DPD Germany to extend HQ site into major hub

Parcel delivery company DPD Germany has announced plans to expand and modernise the hub at its corporate headquarters in Aschaffenburg, northwest Bavaria. DPD, part of La Poste’s GeoPost Group, is to invest EUR 40m in the programme, which is set to begin this summer and proceed in phases through to mid-2014.

The initial phase, to be completed at the end of this year, will see a second sorting hall added next to the existing hub facility, providing 102 more linehaul bays and 25 more unloading bays.

A second step will see sorting and handling systems in the existing hub facility replaced by a more modern, fully-automatic system.

DPD Germany said a third sorting hall is also to be built at a later stage, adding 136 linehaul bays and 30 unloading bays.

Chief executive Arnold Schroven said the project was a long-term commitment to the Aschaffenburg location in central Germany.

He said the project will be one of the biggest ever in DPD’s international network, with the new parcel distribution centre giving the hub an “enormous” performance capacity. The new installation will be able to sort 20,000 parcels an hour, while the site will gain additional loading bays to increase the number of long-distance domestic and international linehaul operations.

Consolidation

In the long-term, the company’s depot in the centre of Aschaffenburg will be consolidated into the expanded hub, as it is turned into a major link in the international DPD network. About 30 staff are based at the 27,000 square metre depot at present, handling 50,000 parcels a day.

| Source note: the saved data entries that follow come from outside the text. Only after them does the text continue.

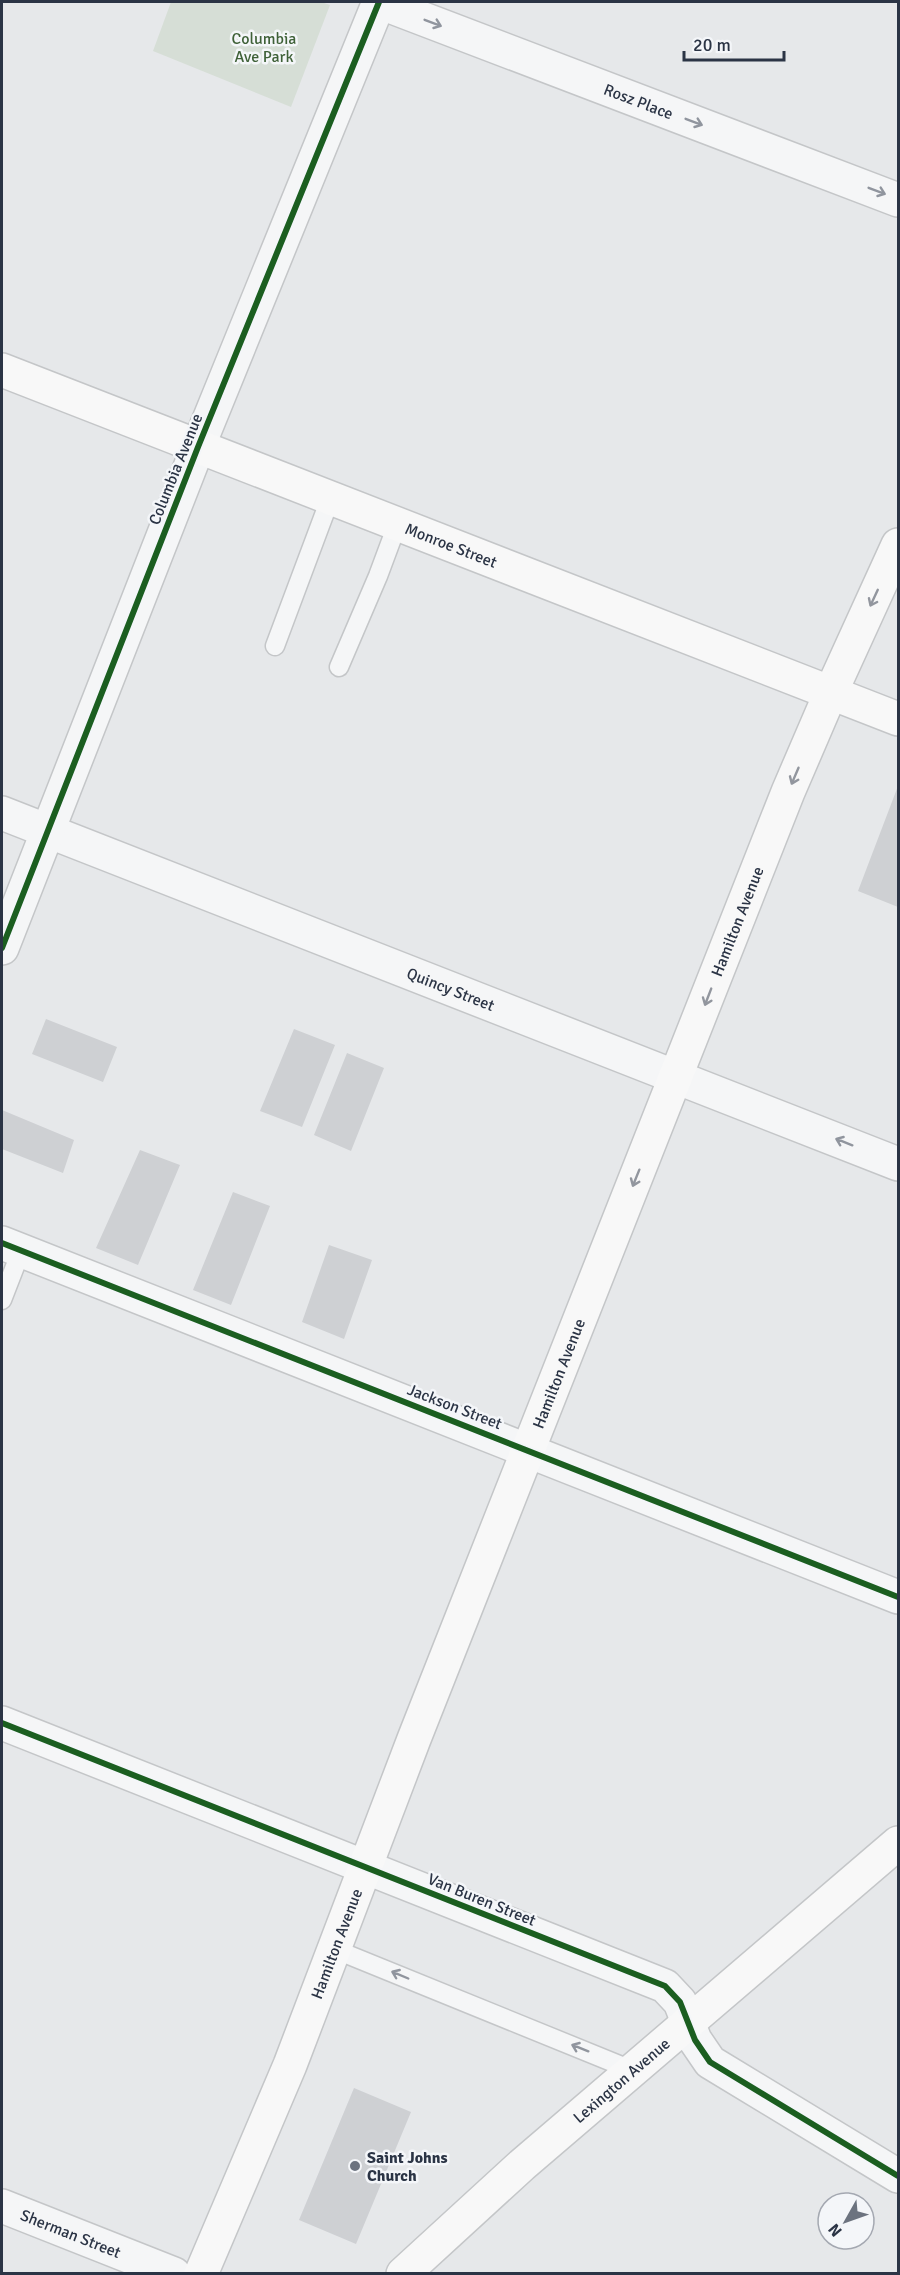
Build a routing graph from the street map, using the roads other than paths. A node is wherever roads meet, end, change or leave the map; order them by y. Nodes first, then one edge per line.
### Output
1 (379, 2) edge
2 (898, 200) edge
3 (2, 370) edge
4 (198, 447) junction
5 (330, 499) junction
6 (397, 525) junction
7 (898, 545) edge
8 (275, 646) dead end
9 (339, 667) dead end
10 (831, 692) junction
11 (898, 719) edge
12 (2, 813) edge
13 (47, 831) junction
14 (2, 948) edge
15 (677, 1076) junction
16 (898, 1164) edge
17 (11, 1247) edge
18 (2, 1300) edge
19 (529, 1450) junction
20 (898, 1597) edge
21 (2, 1723) edge
22 (898, 1843) edge
23 (365, 1867) junction
24 (334, 1948) junction
25 (688, 2023) junction
26 (634, 2071) junction
27 (898, 2176) edge
28 (2, 2206) edge
29 (174, 2274) edge
30 (201, 2274) edge
31 (403, 2274) edge

1 -> 2 street, Rosz Place
1 - 4 street, Columbia Avenue
3 - 4 main road, Monroe Street
4 - 5 main road, Monroe Street
4 - 13 street, Columbia Avenue
5 - 6 main road, Monroe Street
5 - 8 lane
6 - 9 lane
6 - 10 main road, Monroe Street
7 -> 10 main road, Hamilton Avenue
10 - 11 main road, Monroe Street
10 -> 15 main road, Hamilton Avenue
12 - 13 street, Quincy Street
13 - 14 street, Columbia Avenue
13 - 15 street, Quincy Street
16 -> 15 street, Quincy Street
15 -> 19 main road, Hamilton Avenue
17 - 18 lane
17 - 19 street, Jackson Street
19 - 20 street, Jackson Street
19 - 23 main road, Hamilton Avenue
21 - 23 street, Van Buren Street
22 - 25 main road, Lexington Avenue
23 - 24 main road, Hamilton Avenue
23 - 25 street, Van Buren Street
26 -> 24 lane
24 - 30 main road, Hamilton Avenue
25 - 26 main road, Lexington Avenue
25 - 27 street, Van Buren Street
26 - 31 main road, Lexington Avenue
28 - 29 street, Sherman Street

The Aschaffenburg hub currently has 200 staff processing up to 230,000 parcels a day. It will have its existing 48,000 square metre site area expanded to 82,000 square metres.

Schroven said: “Bringing these two operational locations in the long term to form one highly modern sorting and distribution centre will concentrate our capacities and ensure that we will be in a position to deal with major increases in parcel volumes in future, while continuing to offer our customers the high-quality DPD shipping services they are used to.”

The new halls will use environmental technology to reduce its impacts, with low-carbon lighting, heating and air conditioning systems, solar-powered water heating systems and solar power systems.

Andreas Butzer, who is leading the new building project, said care would be taken to use renewable raw materials including wooden beams instead of concrete and recyclable steel.

“Our new buildings and the extension of our existing facilities will offer worthwhile benefits to the local economy in the form of increased transport capacities, higher sorting volumes and even faster delivery times,” said Butzer.

“Even today 95% of all parcels shipped within a radius of 550km are already delivered within 24 hours.”